One Day in the Life of a Therapist

The contemporary Russian author and former dissident, Alexander Solzhenitsyn, wrote a book entitled, One Day in the Life of Ivan Denisovitch some years ago. The book was made into a movie of the same name. “One Day,” as it was called was a story of one day in the life of a man named Ivan (pronounced Ee-Vahn’ in Russian, by the way) as he survived a day in the Soviet gulag prison in Siberia. I had a day like this recently and thought it would be good to borrow Solzhenitsyn’s title for this blog. Actually, it was more like a week, no more like several weeks, but I will collapse some of this into a day “in the life of a therapist.”

Patient # 1: a man, late 30’s, now married for 15 years and together with his wife for nearly 20 years just heard from his wife that she is a lesbian and wants out of the marriage.  They have three young children; she has a very responsible professional job where her evident newly discovered sexual orientation may cost her the job and possibly her profession. My patient feels devastated, that he has “lost everything,” that he has “been lied too for 20 years,” that his wife may not really be lesbian, that his life is “ruined” and alternately that he is desperate to have his wife back and never wanting to see her again.

Patient # 2: another man, also late 30’s re-married for two years after a very painful divorce perpetrated by his wife who had an affair and claimed that she no longer loved the man. This new marriage, seemingly well founded, may not have been. He “dearly loves” his wife and thinks well of her, but they have such differences of how they go about life that he doesn’t know what to do. Secondary factors include his recent success in his profession along with his continued dissatisfaction with his career and profession.

Patient # 3: a young (19) man who got pushed into seeing me a year ago because his mother caught him smoking pot. Chris (of course, not his real name) got beyond the “push” from his mother and now enjoys talking to me, teases me as I tease him, has found a bit of direction in life aside from pot, and no longer has the suicidal thoughts and threats that concerned his mother.
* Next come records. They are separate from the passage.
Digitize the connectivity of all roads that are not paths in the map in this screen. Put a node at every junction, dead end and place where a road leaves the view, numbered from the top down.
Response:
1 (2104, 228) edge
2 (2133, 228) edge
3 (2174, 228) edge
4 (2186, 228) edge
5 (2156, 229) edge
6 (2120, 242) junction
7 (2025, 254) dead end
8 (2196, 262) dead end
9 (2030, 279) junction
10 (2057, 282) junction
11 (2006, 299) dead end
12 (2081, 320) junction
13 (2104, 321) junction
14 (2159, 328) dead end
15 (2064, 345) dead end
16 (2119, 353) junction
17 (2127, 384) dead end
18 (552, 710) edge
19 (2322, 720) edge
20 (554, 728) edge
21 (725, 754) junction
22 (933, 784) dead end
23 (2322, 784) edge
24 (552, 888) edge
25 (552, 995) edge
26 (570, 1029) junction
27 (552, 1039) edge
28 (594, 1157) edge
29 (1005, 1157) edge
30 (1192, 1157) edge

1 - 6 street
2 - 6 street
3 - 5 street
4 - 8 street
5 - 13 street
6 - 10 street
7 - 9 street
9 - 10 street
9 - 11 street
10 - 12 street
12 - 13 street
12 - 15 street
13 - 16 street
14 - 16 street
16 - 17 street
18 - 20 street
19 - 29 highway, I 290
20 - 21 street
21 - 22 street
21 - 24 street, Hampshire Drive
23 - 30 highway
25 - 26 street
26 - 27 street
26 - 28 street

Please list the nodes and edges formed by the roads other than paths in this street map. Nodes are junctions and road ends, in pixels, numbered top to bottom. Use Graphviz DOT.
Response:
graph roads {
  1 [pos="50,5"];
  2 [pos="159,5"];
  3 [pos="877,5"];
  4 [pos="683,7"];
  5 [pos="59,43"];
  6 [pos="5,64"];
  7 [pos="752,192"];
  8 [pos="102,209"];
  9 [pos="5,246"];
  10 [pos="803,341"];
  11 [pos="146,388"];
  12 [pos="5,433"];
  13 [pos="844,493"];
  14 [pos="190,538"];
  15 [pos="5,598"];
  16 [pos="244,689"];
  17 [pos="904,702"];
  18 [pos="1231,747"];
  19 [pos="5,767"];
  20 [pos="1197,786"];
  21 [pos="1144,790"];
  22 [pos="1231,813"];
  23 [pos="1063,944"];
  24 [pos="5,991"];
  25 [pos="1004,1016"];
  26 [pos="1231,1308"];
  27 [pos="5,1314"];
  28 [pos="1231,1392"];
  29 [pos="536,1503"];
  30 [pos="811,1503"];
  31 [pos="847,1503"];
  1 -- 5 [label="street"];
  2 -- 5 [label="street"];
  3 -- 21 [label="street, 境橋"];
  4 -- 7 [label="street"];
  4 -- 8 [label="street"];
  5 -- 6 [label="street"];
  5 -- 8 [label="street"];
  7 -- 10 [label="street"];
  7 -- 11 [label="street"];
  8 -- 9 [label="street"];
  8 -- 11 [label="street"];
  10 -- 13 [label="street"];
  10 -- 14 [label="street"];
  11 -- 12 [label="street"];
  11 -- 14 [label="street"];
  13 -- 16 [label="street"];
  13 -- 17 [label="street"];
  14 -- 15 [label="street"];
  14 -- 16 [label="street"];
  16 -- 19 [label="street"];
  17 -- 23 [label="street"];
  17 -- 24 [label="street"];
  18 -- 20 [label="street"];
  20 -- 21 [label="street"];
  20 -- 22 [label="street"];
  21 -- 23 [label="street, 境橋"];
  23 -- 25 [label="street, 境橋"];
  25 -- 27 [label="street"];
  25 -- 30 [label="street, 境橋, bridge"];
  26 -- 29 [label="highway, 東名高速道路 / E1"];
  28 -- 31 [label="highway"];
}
Patient # 4: a girl, 6, whose mother brought her to me because, like so many other kids that I see in my office, she was been incorrigible. Oddly, I saw another girl, a bit older, right after this 6-year old, and they are both bright, attractive, fun, and…incorrigible. In a nutshell, this girl is 6 years old physically, about 8 or 9 years old intellectually, but about 3 emotionally. She is still selfish (we call it natural early childhood narcissism) like a 3-year old would be and demanding. And mother sees the worst of it, although the kid is not much better in school. Mothers always seem to get the worst of all things from kids. It’s a challenge to help Janey because she is so likable, and so my “play therapy” with her has a lot of fun and a lot of limitations. So she alternately loves me and hates me.

Patient # 5: a man, 45, now in his third marriage, that is struggling again. He wonders what seems to be wrong “picking the wrong woman”, or getting angry too easily, or something else that has prevented him from succeeding in his marriages. This same man has risen in the officer ranks of the Army at great speed. But he, like most men, has no real friends. Oh, he has a guy in NC whom he served with, a brother in Milwaukee, and he gets along with everybody in the Company, but he has no real friends…which is the case with most of the men I see.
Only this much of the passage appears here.